Toutefois, tout le monde reconnaît ce que la montée en puissance des hispaniques aura des conséquences significatives sur la politique américaine. Mais dans quel sens? Il y a quelques années, dans un livre contesté, intitulé Qui sommes-nous? Les défis à l’identité nationale de l’Amérique, Samuel Huntington, qui fut aussi l’auteur angoissé du Choc des civilisations, avait tiré la sonnette d’alarme en prévenant que les hispaniques n’accepteraient pas de se fondre dans la culture anglo-saxonne et poseraient dès lors une menace pour le modèle américain. Tout aussi hostiles, d’autres Cassandre, repris dans un récent numéro de la revue The Economist, soulignent aujourd’hui que les Hispaniques vont « tirer les Etats-Unis vers le bas » parce qu’ils réussissent moins bien que les autres migrants, qu’ils ont de mauvaises notes scolaires ou que leurs enfants sont happés par les gangs. Nombreux, toutefois, sont ceux qui contestent cette vision apocalyptique et soulignent au contraire l’apport démographique exceptionnel et le coup de jeune que signifie la montée en puissance des Latinos.

Politiquement, rien non plus n’est joué.
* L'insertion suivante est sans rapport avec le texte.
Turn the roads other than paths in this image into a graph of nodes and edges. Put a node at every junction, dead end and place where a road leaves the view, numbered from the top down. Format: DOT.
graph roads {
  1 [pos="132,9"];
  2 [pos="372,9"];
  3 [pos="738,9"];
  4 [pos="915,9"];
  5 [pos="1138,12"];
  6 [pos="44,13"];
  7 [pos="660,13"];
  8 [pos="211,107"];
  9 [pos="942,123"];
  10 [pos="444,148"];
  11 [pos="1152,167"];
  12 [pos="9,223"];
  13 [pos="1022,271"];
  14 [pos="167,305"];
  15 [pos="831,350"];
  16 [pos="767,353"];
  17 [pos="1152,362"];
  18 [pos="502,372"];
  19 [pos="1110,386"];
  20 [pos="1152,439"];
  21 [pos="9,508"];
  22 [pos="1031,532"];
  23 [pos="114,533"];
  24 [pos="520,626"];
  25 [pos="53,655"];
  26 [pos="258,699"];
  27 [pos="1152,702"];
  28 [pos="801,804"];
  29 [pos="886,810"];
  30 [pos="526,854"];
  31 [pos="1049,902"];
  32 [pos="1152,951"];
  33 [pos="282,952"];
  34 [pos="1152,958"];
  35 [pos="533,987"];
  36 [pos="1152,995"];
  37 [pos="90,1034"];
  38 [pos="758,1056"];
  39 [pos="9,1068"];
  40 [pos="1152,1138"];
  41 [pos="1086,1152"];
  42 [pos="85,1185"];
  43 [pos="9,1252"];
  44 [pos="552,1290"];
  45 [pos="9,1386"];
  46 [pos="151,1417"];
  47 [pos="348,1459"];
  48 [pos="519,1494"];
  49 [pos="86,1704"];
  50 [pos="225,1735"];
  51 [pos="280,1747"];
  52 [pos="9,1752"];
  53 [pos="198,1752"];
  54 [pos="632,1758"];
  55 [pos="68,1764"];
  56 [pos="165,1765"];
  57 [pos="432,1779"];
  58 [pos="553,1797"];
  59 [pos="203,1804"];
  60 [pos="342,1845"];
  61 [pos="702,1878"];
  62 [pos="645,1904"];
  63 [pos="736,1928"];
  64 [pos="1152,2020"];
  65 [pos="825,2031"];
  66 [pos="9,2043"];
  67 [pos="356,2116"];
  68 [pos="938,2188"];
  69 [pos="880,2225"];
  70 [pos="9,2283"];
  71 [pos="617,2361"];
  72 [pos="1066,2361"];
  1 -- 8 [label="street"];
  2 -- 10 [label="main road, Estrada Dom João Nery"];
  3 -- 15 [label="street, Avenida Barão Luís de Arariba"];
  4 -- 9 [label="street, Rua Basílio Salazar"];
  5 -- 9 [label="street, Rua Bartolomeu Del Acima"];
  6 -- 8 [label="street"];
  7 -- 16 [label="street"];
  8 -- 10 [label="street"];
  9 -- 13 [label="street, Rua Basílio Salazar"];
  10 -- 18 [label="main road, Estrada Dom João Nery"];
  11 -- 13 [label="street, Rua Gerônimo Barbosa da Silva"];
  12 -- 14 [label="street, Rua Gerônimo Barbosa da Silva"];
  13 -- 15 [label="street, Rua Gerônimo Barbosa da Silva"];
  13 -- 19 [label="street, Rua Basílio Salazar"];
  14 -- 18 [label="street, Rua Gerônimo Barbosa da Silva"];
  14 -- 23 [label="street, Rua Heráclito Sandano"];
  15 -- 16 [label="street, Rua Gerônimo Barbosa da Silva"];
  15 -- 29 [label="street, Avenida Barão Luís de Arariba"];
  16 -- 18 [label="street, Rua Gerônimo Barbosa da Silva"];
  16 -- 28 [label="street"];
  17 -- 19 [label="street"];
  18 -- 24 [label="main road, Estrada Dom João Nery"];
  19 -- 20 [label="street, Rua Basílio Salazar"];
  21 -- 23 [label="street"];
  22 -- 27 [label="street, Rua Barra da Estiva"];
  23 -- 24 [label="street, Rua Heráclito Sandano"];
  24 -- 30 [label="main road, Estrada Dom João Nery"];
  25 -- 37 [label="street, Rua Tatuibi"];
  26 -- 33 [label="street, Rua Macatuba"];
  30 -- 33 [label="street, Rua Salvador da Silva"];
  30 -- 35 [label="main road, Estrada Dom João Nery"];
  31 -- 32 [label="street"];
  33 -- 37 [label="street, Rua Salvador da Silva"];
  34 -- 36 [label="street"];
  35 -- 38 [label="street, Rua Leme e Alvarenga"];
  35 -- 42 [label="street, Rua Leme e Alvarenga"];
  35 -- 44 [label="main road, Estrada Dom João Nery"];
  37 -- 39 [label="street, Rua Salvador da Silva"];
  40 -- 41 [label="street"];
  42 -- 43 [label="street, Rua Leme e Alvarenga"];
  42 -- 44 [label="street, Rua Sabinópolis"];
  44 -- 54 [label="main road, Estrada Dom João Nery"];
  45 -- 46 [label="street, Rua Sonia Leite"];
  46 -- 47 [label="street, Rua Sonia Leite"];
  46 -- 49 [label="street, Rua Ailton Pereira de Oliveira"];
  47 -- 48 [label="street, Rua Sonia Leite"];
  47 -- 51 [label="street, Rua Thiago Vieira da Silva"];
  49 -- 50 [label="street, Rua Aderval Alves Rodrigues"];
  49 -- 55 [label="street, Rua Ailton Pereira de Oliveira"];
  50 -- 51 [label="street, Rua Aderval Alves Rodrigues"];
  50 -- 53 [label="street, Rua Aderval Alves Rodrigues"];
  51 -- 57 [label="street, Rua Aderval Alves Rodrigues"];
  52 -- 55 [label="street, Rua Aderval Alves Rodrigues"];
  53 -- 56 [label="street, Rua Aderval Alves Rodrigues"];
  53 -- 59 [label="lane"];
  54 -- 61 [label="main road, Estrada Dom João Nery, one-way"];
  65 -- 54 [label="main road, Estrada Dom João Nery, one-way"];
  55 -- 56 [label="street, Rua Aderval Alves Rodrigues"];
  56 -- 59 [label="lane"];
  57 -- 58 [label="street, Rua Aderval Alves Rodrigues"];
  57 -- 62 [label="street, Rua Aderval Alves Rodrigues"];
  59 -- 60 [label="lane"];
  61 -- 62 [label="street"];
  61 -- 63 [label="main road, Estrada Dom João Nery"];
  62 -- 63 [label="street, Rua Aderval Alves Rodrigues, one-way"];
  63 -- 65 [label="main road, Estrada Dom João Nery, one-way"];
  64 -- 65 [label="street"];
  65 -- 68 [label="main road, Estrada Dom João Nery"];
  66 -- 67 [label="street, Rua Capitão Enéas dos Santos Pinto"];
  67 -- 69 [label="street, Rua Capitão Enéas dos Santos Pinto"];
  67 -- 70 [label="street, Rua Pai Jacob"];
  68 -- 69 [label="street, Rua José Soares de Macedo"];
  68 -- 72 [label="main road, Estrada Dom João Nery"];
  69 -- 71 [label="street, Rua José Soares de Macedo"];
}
Aujourd’hui, une large majorité des électeurs hispaniques penchent du côté démocrate, en grande partie parce que ce parti a une position généralement favorable à l’immigration et à la justice sociale, deux questions essentielles au sein de la communauté latina. Mais il n’est pas certain que les Démocrates pourront compter avec autant d’assurance sur la loyauté de cet électorat comme sur celle des Noirs américains. « Les hispanique sont des Républicains qui s’ignorent », avait fameusement déclaré le président Ronald Reagan, en soulignant les « valeurs culturelles conservatrices » prévalant au sein des communautés latino-américaines. « Celles-ci sont très religieuses, favorables au droit de porter les armes, méfiantes à l’égard d’un Etat bureaucratique », insistent les stratèges républicains. Ils veulent pour preuve de ce « conservatisme latent » la conversion croissante de nombreux catholiques latinos à l’évangélisme, passerelle vers le vote républicain.

Lors de ce sommet historique de Panama, censé célébrer le retour de Cuba au sein de l’Organisation des Etats Américains, nul doute que les conseillers politiques du Parti démocrate regarderont la scène autant avec des yeux de politiciens que de diplomates. Et déjà, l’on susurre à Washington qu’un Latino texan, Julian Castro, actuel ministre du logement d’Obama, pourrait être candidat à la vice-présidence si Hillary Clinton l’emporte à la Convention démocrate de l’été 2016.